By John Becker, Director, Tyco Fire & Security
Agency needs to rethink TWIC in light of the funding realities, says consultant
Consider the Transportation Worker Identification Card. TWIC? How about Worldwide Airport Security Tags for Employees, or WASTE? During the past several months, airport officials have raised serious questions about the viability of the TWIC program, citing difficulties ranging from managing badge information to increased expenses.
In the months following 9/11, the Transportation Security Administra-tion (TSA) developed the idea of having a single ID badge across the nation at all airports. TWIC was born. A "Go Team" was sent out to speak with airports about this new idea and to sell it across the land.
The multi-dimensional card would be capable of working in a variety of security environments and would have a multitude of technologies embedded into it, including magnetic stripe, barcode, proximity transmitter, Smart chip and contact-less Smart chip.
Many airport leaders are calling for the TSA to get back to basics and concentrate on passenger and baggage screening.
A Flood of Concerns
Among airport concerns:
• Managing badge information, including termination requests, is difficult enough at airports. They would now be required to ensure terminations were managed for hundreds of thousands of employees based out of other airports.

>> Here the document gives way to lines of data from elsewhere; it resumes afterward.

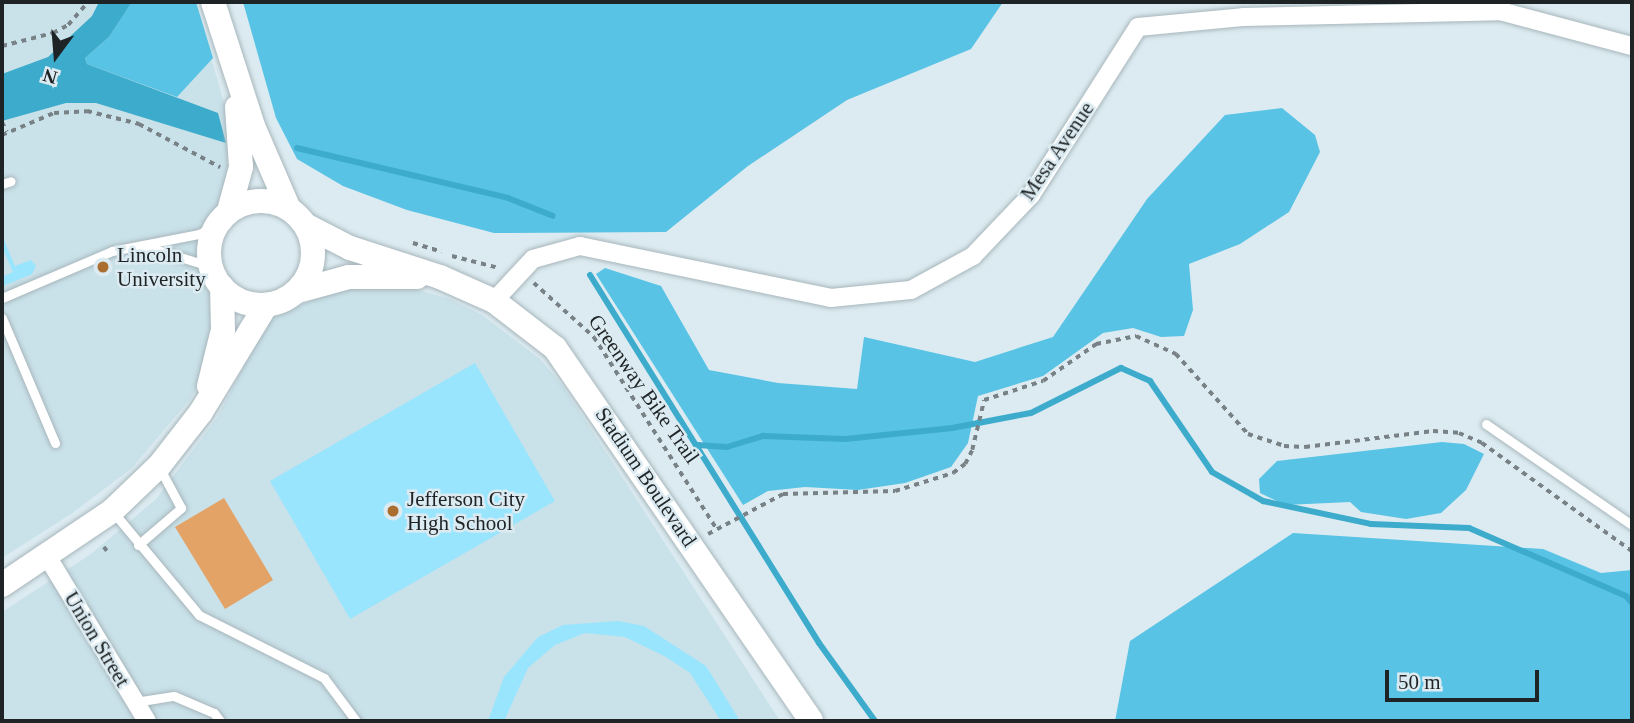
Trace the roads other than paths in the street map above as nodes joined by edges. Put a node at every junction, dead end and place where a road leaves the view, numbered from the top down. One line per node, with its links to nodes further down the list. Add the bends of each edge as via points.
1 (213, 2): 3 (main road)
2 (1632, 46): 11 (street, Mesa Avenue, via 1500,11 1243,17 1138,27 1031,195 972,256 911,290 831,298 580,246 533,259)
3 (235, 78): 4 (main road); 5 (main road, via 242,167)
4 (298, 217): 5 (main road, via 262,200); 8 (main road, Stadium Boulevard, via 350,248); 9 (main road, via 314,261)
5 (223, 218): 6 (lane, via 199,234); 7 (main road, via 210,241)
6 (143, 245): 7 (lane); 10 (lane, via 112,251)
7 (216, 277): 12 (main road, via 241,300); 14 (main road, via 223,330)
8 (440, 277): 9 (main road, Stadium Boulevard, via 349,277); 11 (main road, Stadium Boulevard)
9 (298, 291): 12 (main road)
10 (2, 298)
11 (494, 301): 27 (main road, Stadium Boulevard, via 528,324 578,376)
12 (266, 305): 14 (main road)
13 (2, 318): 16 (lane)
14 (201, 412): 17 (main road)
15 (1486, 424): 19 (lane)
16 (55, 443)
17 (159, 466): 18 (main road); 20 (lane, via 181,508)
18 (113, 511): 20 (lane); 21 (main road)
19 (1632, 525)
20 (138, 545): 26 (lane, via 199,615 324,678)
21 (47, 556): 22 (main road); 23 (street, Union Street)
22 (2, 585)
23 (135, 702): 24 (street, Union Street); 25 (lane, via 174,696 214,713)
24 (147, 721)
25 (220, 721)
26 (356, 721)
27 (811, 721)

• Every airport has its own distinct badge. Color, size, and badge layout are all determining factors of a person’s access level. Airport employees would have to know the color scheme, layout, and access levels of all 429 commercial airports, in order to enforce federal challenge requirements. Or the TSA would standardize the look of the card and require all 429 airports to change their established policies and procedures.
• The TSA’s estimated cost per badge was $15. Even with bulk purchase discounts, the cards would still cost an estimated $7-8. That’s eight times the current production cost of one badge at O’Hare International.

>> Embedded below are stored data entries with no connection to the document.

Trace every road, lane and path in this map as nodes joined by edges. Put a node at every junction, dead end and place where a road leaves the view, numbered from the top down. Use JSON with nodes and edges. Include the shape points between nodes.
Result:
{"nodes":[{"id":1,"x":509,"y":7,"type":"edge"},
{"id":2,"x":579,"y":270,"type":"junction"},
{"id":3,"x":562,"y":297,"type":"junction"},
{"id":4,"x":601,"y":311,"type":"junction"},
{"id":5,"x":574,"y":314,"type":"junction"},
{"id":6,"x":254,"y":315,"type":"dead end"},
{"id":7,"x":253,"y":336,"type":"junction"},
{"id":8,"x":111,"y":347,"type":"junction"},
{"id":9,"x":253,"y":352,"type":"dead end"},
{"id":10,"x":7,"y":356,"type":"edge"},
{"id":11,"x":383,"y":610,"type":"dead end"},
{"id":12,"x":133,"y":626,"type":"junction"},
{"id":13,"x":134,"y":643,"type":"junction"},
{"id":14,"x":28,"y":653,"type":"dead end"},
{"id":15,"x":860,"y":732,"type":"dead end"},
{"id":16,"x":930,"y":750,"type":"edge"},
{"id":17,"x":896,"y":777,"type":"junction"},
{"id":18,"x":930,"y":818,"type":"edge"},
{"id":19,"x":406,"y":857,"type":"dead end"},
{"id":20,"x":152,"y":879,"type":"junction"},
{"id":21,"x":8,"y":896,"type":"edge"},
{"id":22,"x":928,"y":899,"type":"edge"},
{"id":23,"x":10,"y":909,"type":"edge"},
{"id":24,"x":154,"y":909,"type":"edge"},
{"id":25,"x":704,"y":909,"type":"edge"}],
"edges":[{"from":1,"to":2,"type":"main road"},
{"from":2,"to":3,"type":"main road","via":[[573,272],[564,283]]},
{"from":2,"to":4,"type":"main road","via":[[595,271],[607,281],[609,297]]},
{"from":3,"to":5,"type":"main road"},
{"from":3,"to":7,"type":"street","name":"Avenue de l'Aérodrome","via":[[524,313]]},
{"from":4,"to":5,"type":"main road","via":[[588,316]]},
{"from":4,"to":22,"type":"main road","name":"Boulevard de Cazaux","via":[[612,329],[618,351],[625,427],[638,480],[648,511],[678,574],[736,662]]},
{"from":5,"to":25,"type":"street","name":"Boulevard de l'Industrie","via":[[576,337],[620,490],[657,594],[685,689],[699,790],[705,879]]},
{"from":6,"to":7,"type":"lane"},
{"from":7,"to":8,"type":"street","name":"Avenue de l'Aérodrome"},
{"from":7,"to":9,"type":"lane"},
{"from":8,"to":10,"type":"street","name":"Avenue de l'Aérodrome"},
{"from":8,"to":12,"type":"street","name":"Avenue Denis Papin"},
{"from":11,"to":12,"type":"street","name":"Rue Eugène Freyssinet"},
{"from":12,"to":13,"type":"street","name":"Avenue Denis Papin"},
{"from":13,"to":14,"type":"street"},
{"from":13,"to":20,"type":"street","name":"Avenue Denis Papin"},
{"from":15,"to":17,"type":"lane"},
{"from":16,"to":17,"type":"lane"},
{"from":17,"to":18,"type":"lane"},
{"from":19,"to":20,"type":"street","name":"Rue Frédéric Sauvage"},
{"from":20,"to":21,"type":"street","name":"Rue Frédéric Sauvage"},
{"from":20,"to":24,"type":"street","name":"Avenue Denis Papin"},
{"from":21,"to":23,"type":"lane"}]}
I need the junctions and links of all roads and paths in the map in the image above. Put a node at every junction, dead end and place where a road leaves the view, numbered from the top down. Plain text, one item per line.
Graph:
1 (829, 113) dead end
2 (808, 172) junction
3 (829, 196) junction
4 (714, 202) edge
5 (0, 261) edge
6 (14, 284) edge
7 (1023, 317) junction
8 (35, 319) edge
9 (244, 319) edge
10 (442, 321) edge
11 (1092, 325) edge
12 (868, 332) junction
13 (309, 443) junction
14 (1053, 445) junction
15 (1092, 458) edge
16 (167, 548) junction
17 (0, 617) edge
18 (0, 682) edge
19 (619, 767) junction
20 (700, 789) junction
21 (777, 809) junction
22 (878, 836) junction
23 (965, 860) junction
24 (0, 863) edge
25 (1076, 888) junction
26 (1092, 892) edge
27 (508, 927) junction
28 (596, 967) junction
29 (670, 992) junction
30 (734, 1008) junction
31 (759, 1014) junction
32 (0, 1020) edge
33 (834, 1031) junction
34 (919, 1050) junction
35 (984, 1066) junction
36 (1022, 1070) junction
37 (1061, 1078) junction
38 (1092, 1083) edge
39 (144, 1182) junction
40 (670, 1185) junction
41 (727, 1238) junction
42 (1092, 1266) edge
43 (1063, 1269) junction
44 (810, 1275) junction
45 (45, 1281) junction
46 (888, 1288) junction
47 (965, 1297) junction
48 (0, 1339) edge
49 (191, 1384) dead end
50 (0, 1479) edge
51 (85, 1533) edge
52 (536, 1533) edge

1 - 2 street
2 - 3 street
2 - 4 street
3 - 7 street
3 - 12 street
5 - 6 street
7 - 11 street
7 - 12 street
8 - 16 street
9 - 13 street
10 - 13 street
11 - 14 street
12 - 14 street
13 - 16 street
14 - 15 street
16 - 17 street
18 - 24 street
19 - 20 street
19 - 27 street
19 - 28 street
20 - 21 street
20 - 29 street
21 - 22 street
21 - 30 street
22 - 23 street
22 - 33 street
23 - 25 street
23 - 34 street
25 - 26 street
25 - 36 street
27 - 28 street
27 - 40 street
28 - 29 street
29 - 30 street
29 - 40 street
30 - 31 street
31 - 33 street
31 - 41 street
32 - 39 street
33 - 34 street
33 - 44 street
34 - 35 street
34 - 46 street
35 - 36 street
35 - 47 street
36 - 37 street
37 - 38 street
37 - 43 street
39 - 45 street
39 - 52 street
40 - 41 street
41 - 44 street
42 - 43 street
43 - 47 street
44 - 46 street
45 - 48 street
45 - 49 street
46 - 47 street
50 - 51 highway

• The majority of airport workers will never need to set foot in another airport, which begs the question: Why do they need a badge that gives them access across the nation?
• In 2002, at the Spring ACI-NA Public Safety and Security meeting, Chicago, Denver, Dallas/Ft. Worth, Seattle, and Reagan National spoke against the idea of a national badge. LAX, Miami, Houston, and Detroit expressed their opposition at a separate event soon after.

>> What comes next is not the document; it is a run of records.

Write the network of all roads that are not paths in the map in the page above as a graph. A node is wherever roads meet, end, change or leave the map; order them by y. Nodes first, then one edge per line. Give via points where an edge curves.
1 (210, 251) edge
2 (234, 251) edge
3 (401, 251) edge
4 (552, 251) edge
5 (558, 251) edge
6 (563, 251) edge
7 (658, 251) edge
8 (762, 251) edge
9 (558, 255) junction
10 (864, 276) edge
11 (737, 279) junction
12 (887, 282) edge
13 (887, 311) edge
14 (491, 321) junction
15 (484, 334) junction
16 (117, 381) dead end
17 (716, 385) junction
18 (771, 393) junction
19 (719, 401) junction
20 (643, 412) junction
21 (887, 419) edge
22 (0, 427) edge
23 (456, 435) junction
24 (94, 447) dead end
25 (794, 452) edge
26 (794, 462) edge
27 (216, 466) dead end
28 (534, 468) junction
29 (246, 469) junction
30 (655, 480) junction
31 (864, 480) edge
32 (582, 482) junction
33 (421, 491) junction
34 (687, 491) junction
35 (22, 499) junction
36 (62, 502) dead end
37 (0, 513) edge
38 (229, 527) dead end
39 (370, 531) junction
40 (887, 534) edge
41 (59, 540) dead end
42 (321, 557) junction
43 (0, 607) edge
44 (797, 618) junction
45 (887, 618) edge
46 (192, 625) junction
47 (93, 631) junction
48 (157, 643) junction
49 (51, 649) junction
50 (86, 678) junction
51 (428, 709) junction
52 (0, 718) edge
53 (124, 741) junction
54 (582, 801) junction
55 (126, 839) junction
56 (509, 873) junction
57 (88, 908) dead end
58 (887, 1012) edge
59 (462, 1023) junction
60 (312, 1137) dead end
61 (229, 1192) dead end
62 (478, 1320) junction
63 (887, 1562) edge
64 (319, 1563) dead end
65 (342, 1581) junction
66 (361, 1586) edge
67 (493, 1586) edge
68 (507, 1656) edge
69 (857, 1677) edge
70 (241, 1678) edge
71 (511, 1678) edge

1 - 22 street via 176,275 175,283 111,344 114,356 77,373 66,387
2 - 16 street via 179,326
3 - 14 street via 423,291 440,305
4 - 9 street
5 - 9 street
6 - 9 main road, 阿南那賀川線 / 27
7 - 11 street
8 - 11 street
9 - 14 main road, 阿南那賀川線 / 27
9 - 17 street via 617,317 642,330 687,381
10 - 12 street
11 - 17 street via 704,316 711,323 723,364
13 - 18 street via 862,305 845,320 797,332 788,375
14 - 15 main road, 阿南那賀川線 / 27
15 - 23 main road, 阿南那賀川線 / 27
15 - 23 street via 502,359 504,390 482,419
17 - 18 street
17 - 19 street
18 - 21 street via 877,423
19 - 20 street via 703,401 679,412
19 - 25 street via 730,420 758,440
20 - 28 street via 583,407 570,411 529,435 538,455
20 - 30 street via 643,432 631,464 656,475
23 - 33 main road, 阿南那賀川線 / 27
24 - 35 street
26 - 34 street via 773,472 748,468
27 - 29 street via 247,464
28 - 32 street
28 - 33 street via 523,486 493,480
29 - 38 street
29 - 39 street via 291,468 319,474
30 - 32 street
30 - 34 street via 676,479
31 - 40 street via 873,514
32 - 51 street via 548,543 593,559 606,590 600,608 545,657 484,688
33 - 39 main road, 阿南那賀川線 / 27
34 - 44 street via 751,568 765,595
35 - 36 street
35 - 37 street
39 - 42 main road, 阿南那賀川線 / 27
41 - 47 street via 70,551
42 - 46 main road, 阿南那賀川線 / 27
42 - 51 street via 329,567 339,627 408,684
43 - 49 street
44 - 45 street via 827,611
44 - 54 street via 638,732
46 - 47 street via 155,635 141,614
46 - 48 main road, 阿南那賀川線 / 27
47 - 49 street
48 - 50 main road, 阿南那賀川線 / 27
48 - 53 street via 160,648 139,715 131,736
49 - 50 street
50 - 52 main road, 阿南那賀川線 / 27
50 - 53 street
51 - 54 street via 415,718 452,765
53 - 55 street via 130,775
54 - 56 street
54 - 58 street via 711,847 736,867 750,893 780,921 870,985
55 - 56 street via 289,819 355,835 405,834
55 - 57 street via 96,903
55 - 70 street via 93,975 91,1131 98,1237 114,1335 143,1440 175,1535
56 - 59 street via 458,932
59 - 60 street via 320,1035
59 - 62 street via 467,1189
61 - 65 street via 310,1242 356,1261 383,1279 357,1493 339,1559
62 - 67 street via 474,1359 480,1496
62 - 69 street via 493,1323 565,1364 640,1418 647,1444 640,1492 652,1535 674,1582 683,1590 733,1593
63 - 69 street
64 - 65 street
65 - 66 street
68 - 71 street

• The TSA uses the example of an airline pilot who has more than 24 different airport badges. But this employee is a union representative and his case is a rarity, not the norm. It is recommended that the TSA consider this universal access program for DOT workers and/or airline flight crews only. Although some airline employees may be transferred from airport to airport, there is no reason for non-flight crew employees to have access to more than one airport at a time.
• TSA has been able to bring a sense of security and customer service to screening checkpoints. That said, TSA needs to take a step back and reevaluate the number of initiatives it has taken on. It has set such a large agenda for itself that airports are holding back on much needed investments in physical security.
Airports, which need additional security staff, upgrades to access control systems, additional video surveillance, and digital video recorders, are not going to invest money until they know where TSA is headed. TSA needs to reevaluate its priorities and reexamine the mandate set by Congress, find money for airports by cutting wasteful programs like TWIC, and implement physical security standards and guidelines. It also needs to speed up the Airport Access Control Pilot Program. Airports would be well served by investing in at least a half dozen physical security systems.